Take Your Networking Online
Although much networking is done in person, many of those connections first start online. Bolster your LinkedIn contacts by looking for new contacts in your area – friends, acquaintances, fellow alumna, and people who work at companies you are interested in are all good contacts to have in your online network. Joining industry-related LinkedIn groups can also be a great way to expand your network. Twitter is also a helpful resource for engaging with local business influencers.
Also, if you only think of networking as something that is done at industry events or in professional settings, you are missing a wealth of opportunities. Some of the best networking is done in social settings. This doesn’t mean you should treat all your social engagements as business, but it pays to be ready when an opportunity presents itself. Don’t assume you’ll remember everything – discretely write down names, details and contact information after meeting new people. Don’t forget to connect with people you meet in person to your online network whenever possible!

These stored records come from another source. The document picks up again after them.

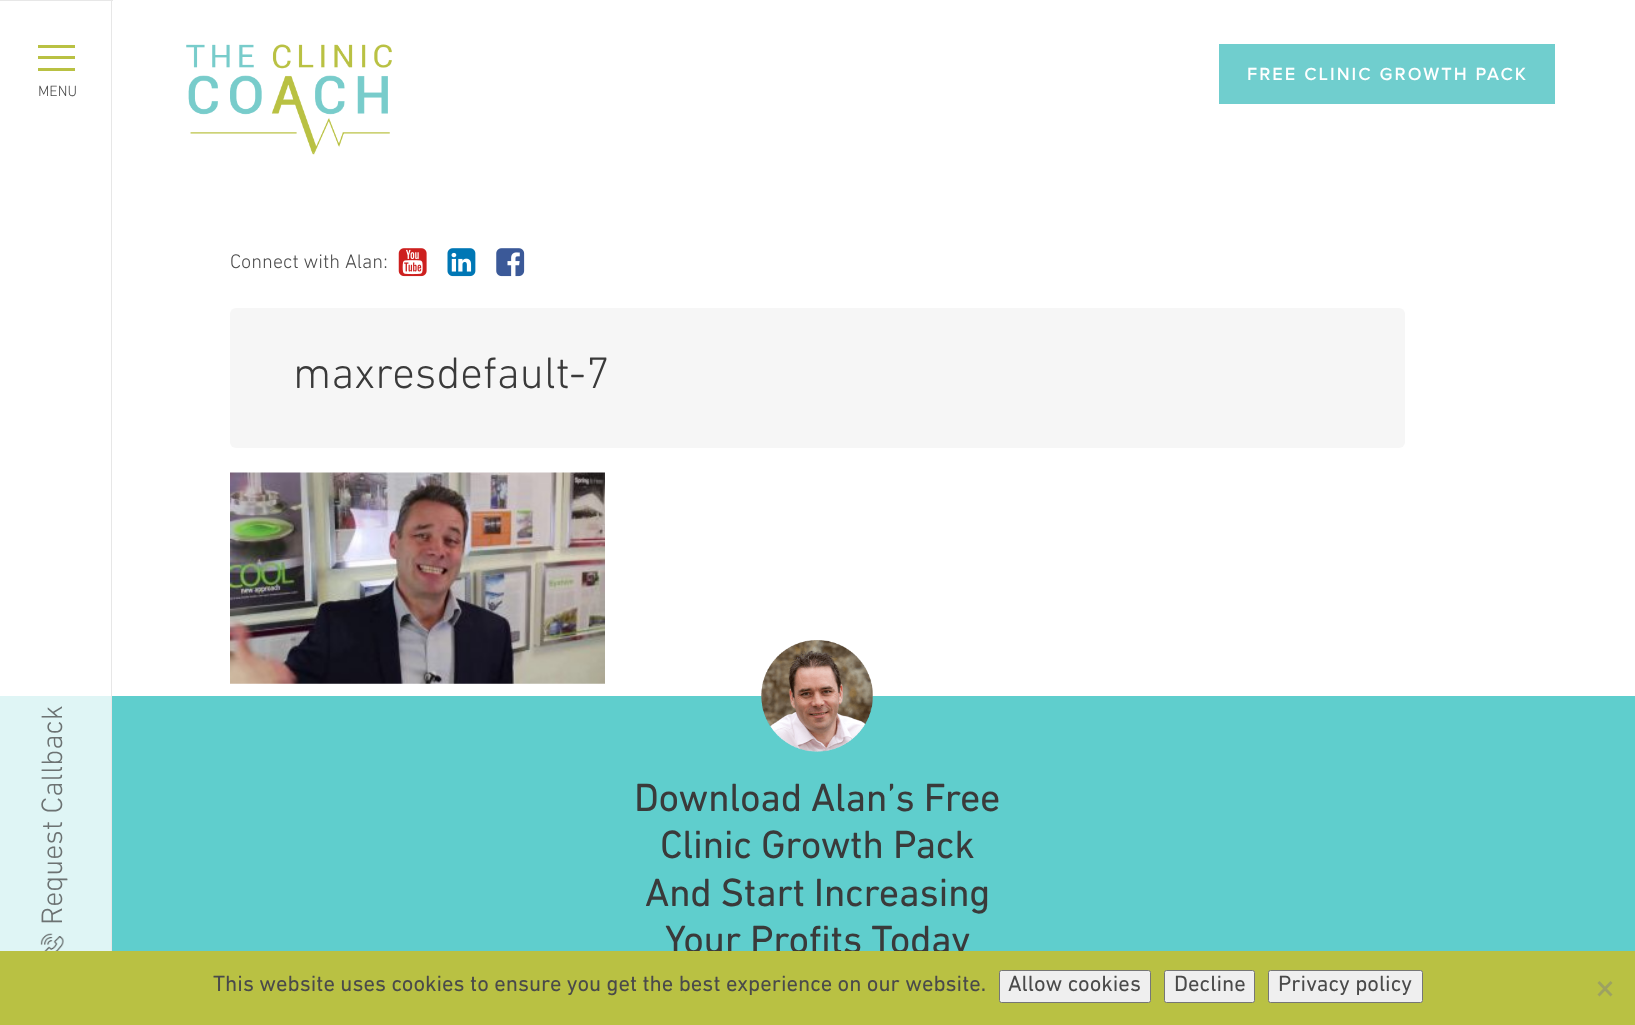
async function draw(canvas) {
	canvas.width = 1635;
	canvas.height = 1025;
	const c = canvas.getContext('2d');
	c.miterLimit = 4;
	c.fontKerning = 'normal';
	async function loadImage(src) {
		const img = new Image();
		img.src = src;
		await img.decode();
		return img;
	}

	c.fillStyle = '#fff';
	c.fillRect(0, 0, 1635, 1025);
	c.drawImage(await loadImage('img1.png'), 186, 44, 206, 111);
	c.fillStyle = '#70cece';
	c.fillRect(1219, 44, 336, 60);
	c.letterSpacing = '2.5px';
	c.font = 'bold 17.5px Proxima Nova';
	c.fillStyle = '#fff';
	c.fillText('FREE CLINIC GROWTH PACK', 1247, 80);
	for (const [x, y, w, h, color] of [
		[0, 0, 113, 1, '#e7e7e7'],
		[111, 0, 1, 951, '#e7e7e7'],
		[38, 45, 37, 3, '#b9c143'],
		[38, 56, 37, 3, '#b9c143'],
		[38, 68, 37, 3, '#b9c143'],
	]) {
		c.fillStyle = color;
		c.fillRect(x, y, w, h);
	}
	c.letterSpacing = '0px';
	c.font = '300 15px DIN Next';
	c.fillStyle = '#4a4a4a';
	c.fillText('MENU', 38, 96);
	c.fillStyle = '#dff5f5';
	c.fillRect(0, 696, 111, 255);
	c.drawImage(await loadImage('img2.png'), 40, 933, 24, 18);
	c.font = '300 30px DIN Next';
	c.fillStyle = '#6c7272';
	c.save();
	c.translate(62, 925);
	c.rotate(-90 * Math.PI / 180);
	c.fillText('Request Callback', 0, 0);
	c.restore();
	c.font = '300 20px DIN Next';
	c.fillStyle = '#4a4a4a';
	c.fillText('Connect with Alan:', 230, 268);
	c.drawImage(await loadImage('img3.png'), 398, 248, 29, 29);
	c.drawImage(await loadImage('img4.png'), 447, 248, 29, 29);
	c.drawImage(await loadImage('img5.png'), 496, 248, 29, 29);
	c.fillStyle = '#f6f6f6';
	c.beginPath();
	c.roundRect(230, 308, 1175, 140, 6);
	c.fill();
	c.font = '300 45px DIN Next';
	c.fillStyle = '#3a3a3a';
	c.fillText('maxresdefault-7', 293, 388);
	c.drawImage(await loadImage('img6.png'), 230, 472, 375, 212);
	c.fillStyle = '#5fcecd';
	c.fillRect(112, 696, 1523, 255);
	c.drawImage(await loadImage('img7.png'), 761, 640, 112, 112);
	c.letterSpacing = '-0.4px';
	c.font = '40px DIN Next';
	c.fillStyle = '#3a3a3a';
	for (const [text, x, y] of [
		['Download Alan’s Free', 634, 811],
		['Clinic Growth Pack', 660, 858],
		['And Start Increasing', 645, 906],
		['Your Profits Today', 665, 953],
	]) {
		c.fillText(text, x, y);
	}
	c.fillStyle = '#b9c143';
	c.fillRect(0, 951, 1635, 74);
	c.letterSpacing = '0px';
	c.font = '22.5px DIN Next';
	c.fillStyle = '#4a4a4a';
	c.fillText('This website uses cookies to ensure you get the best experience on our website.', 213, 991);
	c.fillStyle = '#efefef';
	c.beginPath();
	c.roundRect(999.5, 970.5, 151, 32, 2);
	c.fill();
	c.strokeStyle = '#767676';
	c.stroke();
	c.fillStyle = '#4a4a4a';
	c.fillText('Allow cookies', 1008, 991);
	c.fillStyle = '#efefef';
	c.beginPath();
	c.roundRect(1164.5, 970.5, 90, 32, 2);
	c.fill();
	c.stroke();
	c.fillStyle = '#4a4a4a';
	c.fillText('Decline', 1174, 991);
	c.fillStyle = '#efefef';
	c.beginPath();
	c.roundRect(1268.5, 970.5, 154, 32, 2);
	c.fill();
	c.stroke();
	c.fillStyle = '#4a4a4a';
	c.fillText('Privacy policy', 1278, 991);
	c.fillStyle = '#9da162';
	c.beginPath();
	c.moveTo(1610.5, 981);
	c.lineTo(1612.5, 983);
	c.lineTo(1599.5, 996.5);
	c.lineTo(1597.5, 994.5);
	c.closePath();
	c.fill();
	c.beginPath();
	c.moveTo(1597.5, 983);
	c.lineTo(1599.5, 981);
	c.lineTo(1612.5, 994.5);
	c.lineTo(1610.5, 996.5);
	c.closePath();
	c.fill();
}

draw(document.querySelector('canvas'));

Ideally, once you’ve fostered a relationship, then you can seek help and advice in your career search. If you don’t currently have contacts who can directly offer assistance, ask if they can put you in touch with people who can help you. If that still leads to dead ends, it’s OK to make some bold requests. There is no harm in asking to set up an informational meeting or phone call with someone you don’t know well. People from your alma mater who work in your desired industry or company are often a great place to start. Be respectful of their time, come prepared with specific topics to discuss, and don’t ask for favors in your initial emails, calls or meetings. If they decline or you don’t receive a response, don’t be pushy. Simply thank them for considering and move on.
Maintain Your Network
A common mistake many people make is to let their network run dry. Whether you are currently looking for a new job or not, you should constantly be cultivating relationships. It becomes a lot harder to tap into your network if they haven’t heard from you in years. Remember birthdays and other important details, keep in touch with former co-workers and/or customers, offer congratulations for major life events. Staying in touch every few months – especially with your key contacts – is vital to having a network that is there when you need them. If you’ve lost touch, it’s never too late to rekindle those relationships, preferably before you are in a situation where you have to call on them to ask for a favor.